Ah ! Qu’aisément un Fils trouve le cœur d’un Père,
Prêt au moindre remords à calmer sa colère !
Quels que soient les chagrins que par vous j’ai reçus,
Vous vous en repentez, je ne m’en souviens plus.
Tout vous porte à gagner cette grande victoire,
L’intérêt du salut, celui de votre gloire ;
Combattez, et surtout ne vous relâchez pas.
Mais dans cette Campagne, où s’adressent vos pas ?

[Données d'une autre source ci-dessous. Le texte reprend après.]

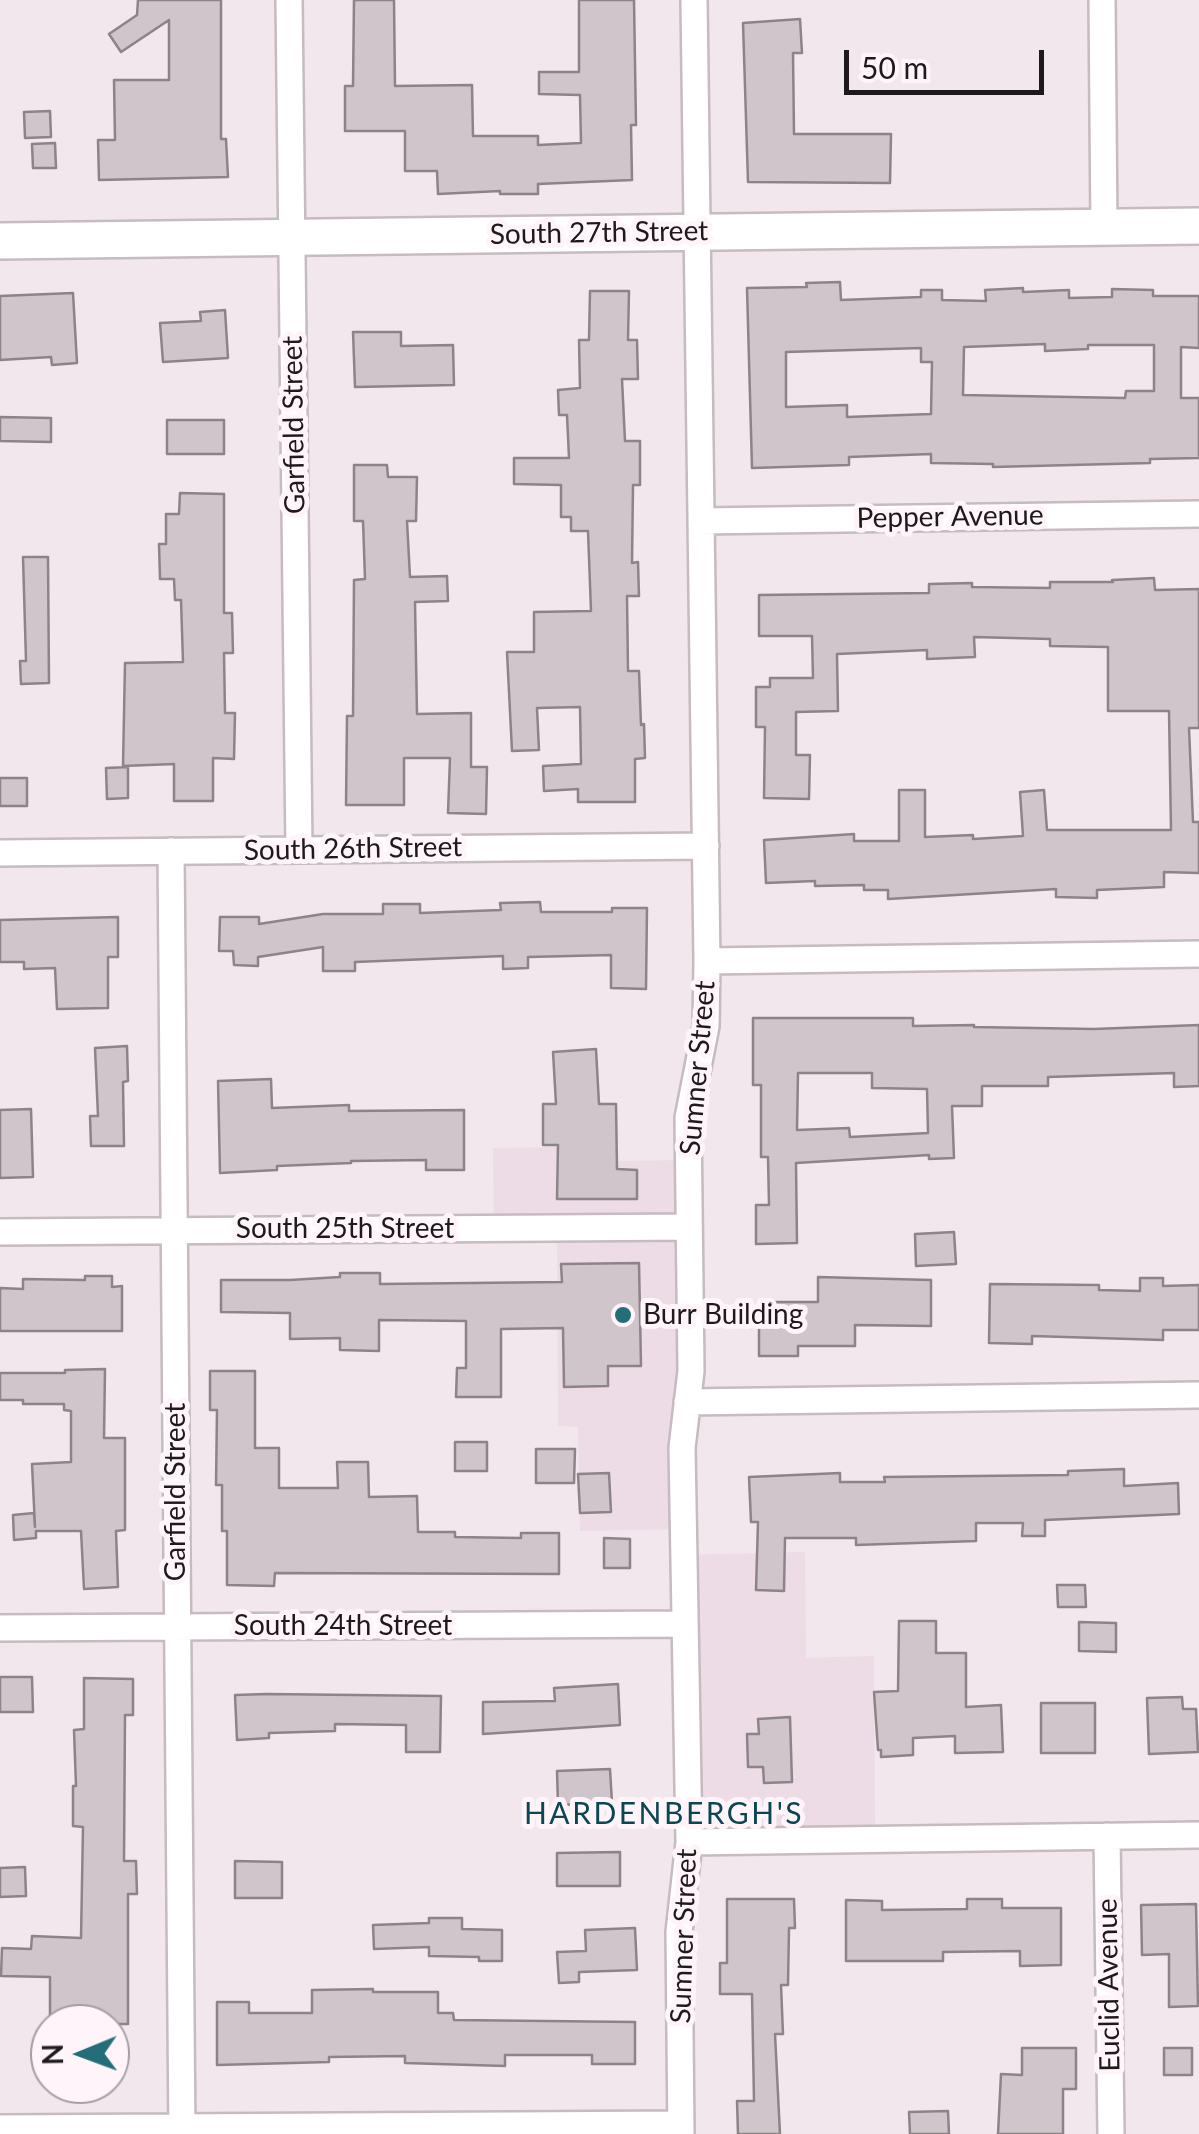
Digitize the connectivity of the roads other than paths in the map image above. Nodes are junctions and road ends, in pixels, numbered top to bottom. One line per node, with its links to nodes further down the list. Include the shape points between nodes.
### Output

J’ai sorti de la Ville exprès pour une affaire,
Où dès hier ma présence étoit fort nécessaire,
Et j’ai voulu marcher un moment au retour.
Mon Carrosse m’attend à ce premier détour,
Venez.

Dom Juan

Non, aujourd’hui souffrez-moi l’avantage
D’un peu de solitude au prochain Hermitage.
C’est là que retiré, loin du monde et du bruit,
Pour m’offrir mieux au Ciel je veux passer la nuit.